Couple of tools you will need: SAFETY GLASSES! and leather gloves (unless you are a tough guy); BBQ grill that wll accomodate enough charcoal and the entire blade; large set of long handled pliers or sturdy tongs that you can safely pick up and move the steel once it's hot; medium large hammer (1.5#-2#) with a reasonably flat face; good clean flat surface - nonflamable; a place where you can get all this together in close proximity.
Get a good bed of coals burning, don't be stingy with the charcoal as the steel will pull a lot of heat out fast on a thin bed. Lay the cutout blank flat on the coals and work some of the surrounding coals up around and over the blade. You may have to fan the coals a bit to reach this level of heat. Watch the color of the blade, when it changes from dull red to a brighter red remove and lay bowed (high) side up on a solid flat surface of smooth concrete, stone or steel....any good smooth flat surface will do. Move quickly as it will cool rapidly. Hammer tap with solid blows (but not gorilla blows!) the bend out at the high point, check for straightness; repeat if necessary until straight; set back in coals and let them burn down until steel becomes cool to touch. Do not cool in water!.

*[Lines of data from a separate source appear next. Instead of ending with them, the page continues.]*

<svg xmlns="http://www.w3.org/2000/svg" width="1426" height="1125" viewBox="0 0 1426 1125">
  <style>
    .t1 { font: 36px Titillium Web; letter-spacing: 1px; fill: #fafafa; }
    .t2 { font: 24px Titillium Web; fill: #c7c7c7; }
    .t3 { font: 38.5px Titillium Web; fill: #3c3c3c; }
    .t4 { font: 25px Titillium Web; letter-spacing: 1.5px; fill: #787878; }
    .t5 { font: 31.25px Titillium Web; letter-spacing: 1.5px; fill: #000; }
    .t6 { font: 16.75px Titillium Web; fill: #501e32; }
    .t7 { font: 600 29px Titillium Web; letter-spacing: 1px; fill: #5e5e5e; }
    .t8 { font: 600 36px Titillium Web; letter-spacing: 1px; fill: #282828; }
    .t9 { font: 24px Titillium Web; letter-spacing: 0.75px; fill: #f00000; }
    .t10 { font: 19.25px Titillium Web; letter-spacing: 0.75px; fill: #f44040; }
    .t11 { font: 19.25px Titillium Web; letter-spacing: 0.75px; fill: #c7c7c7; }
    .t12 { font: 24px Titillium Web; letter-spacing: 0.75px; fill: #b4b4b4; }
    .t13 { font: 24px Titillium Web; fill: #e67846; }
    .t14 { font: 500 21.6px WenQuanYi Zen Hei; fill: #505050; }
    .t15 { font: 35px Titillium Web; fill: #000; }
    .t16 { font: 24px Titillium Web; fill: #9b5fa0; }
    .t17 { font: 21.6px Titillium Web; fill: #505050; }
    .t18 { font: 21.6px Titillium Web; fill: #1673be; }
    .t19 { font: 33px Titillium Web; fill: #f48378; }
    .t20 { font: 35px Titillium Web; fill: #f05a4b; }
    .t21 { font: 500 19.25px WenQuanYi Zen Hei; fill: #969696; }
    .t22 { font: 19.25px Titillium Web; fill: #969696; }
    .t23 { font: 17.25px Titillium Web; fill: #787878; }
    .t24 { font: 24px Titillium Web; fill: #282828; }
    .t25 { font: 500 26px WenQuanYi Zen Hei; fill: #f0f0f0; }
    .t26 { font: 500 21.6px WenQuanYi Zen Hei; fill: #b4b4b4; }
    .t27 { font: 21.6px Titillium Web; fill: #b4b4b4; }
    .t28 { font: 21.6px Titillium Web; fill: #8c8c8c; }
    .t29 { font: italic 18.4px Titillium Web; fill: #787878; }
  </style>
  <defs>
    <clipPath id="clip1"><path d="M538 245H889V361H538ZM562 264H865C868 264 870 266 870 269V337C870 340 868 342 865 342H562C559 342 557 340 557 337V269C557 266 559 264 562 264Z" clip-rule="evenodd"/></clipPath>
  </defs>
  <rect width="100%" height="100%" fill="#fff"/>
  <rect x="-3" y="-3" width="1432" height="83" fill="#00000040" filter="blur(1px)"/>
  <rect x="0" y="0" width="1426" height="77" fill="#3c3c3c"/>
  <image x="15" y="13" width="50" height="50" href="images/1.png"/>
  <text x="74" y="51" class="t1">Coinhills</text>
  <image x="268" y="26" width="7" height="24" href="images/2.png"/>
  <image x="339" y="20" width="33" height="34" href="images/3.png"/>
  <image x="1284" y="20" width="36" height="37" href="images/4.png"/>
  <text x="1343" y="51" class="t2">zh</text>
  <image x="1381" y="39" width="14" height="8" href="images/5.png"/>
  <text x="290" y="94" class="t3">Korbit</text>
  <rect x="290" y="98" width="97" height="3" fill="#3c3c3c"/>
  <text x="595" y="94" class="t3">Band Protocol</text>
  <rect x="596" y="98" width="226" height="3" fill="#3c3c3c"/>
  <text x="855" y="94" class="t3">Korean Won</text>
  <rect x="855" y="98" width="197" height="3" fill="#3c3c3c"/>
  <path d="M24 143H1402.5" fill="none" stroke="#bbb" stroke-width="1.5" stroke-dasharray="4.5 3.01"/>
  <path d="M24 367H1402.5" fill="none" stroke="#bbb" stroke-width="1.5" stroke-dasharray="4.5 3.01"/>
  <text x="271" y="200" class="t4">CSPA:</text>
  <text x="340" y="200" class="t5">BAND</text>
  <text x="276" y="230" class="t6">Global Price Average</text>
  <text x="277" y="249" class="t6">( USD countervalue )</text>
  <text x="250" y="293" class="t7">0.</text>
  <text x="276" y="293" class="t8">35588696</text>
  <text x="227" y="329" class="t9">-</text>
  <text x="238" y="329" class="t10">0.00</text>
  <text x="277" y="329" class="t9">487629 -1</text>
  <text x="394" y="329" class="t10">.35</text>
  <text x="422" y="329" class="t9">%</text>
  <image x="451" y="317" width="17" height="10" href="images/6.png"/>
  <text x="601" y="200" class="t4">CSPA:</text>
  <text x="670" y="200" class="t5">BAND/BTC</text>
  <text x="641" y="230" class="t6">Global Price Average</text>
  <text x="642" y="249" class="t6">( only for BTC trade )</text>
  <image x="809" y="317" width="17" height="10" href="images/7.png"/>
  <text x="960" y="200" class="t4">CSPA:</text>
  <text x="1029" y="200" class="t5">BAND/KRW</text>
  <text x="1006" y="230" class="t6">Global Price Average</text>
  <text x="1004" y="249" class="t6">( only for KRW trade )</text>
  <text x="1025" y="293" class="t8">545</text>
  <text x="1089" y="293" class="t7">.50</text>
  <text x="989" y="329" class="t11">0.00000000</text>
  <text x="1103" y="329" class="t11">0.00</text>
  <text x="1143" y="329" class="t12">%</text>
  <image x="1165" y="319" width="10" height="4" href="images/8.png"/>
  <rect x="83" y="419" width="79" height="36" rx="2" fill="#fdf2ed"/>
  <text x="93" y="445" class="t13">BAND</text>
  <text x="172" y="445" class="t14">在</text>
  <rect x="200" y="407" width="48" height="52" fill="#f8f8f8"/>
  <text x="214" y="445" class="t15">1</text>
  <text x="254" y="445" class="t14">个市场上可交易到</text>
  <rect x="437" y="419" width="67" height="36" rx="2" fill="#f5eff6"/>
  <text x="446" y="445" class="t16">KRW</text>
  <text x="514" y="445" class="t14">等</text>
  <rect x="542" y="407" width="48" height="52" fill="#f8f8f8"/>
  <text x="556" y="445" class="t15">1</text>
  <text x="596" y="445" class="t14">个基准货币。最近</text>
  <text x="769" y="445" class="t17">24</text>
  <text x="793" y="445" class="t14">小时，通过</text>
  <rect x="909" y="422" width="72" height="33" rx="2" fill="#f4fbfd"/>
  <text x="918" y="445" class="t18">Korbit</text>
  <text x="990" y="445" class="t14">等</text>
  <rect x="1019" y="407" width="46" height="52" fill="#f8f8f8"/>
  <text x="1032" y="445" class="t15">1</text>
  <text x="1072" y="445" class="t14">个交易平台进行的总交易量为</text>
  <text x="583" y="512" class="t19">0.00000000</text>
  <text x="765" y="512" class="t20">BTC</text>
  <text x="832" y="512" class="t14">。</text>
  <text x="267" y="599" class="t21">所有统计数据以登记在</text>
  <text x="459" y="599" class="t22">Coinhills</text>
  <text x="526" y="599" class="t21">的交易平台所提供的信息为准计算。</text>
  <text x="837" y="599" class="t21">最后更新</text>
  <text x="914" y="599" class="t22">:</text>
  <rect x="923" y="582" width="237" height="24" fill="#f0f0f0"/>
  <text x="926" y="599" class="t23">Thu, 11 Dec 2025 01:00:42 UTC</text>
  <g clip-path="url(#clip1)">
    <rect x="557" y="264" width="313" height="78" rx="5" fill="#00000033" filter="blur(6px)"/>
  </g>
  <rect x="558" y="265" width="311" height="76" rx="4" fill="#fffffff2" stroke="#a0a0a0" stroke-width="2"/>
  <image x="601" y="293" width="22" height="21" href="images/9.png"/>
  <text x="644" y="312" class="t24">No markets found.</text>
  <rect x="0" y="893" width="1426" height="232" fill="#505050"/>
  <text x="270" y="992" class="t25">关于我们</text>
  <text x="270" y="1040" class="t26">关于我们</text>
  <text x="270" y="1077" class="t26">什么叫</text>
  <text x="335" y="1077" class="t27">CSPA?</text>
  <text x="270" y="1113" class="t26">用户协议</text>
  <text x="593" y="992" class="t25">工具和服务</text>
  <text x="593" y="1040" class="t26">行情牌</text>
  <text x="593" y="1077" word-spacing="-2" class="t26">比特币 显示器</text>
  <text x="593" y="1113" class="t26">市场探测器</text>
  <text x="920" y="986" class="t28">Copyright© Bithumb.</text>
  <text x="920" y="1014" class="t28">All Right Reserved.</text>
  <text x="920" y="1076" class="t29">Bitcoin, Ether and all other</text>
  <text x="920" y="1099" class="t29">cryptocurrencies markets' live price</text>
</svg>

The steel will be reasonably soft to work now with handtools. There will be a certain amount of scale on the steel surface that will need to be removed if you plan to use files. A side grinder will get this off or you can soak in white vinegar a day or so and take off with a wire brush.

Recommend a dry run or two to get the steps/logistics down before firing up the grill. Especially the handling of the "hot" steel steps. This is relatively primitive and will not produce what one would call a serious knife blade, but for a throwing knife it should work fine.
There are plenty of alternate ways to do this, but this is pretty simple.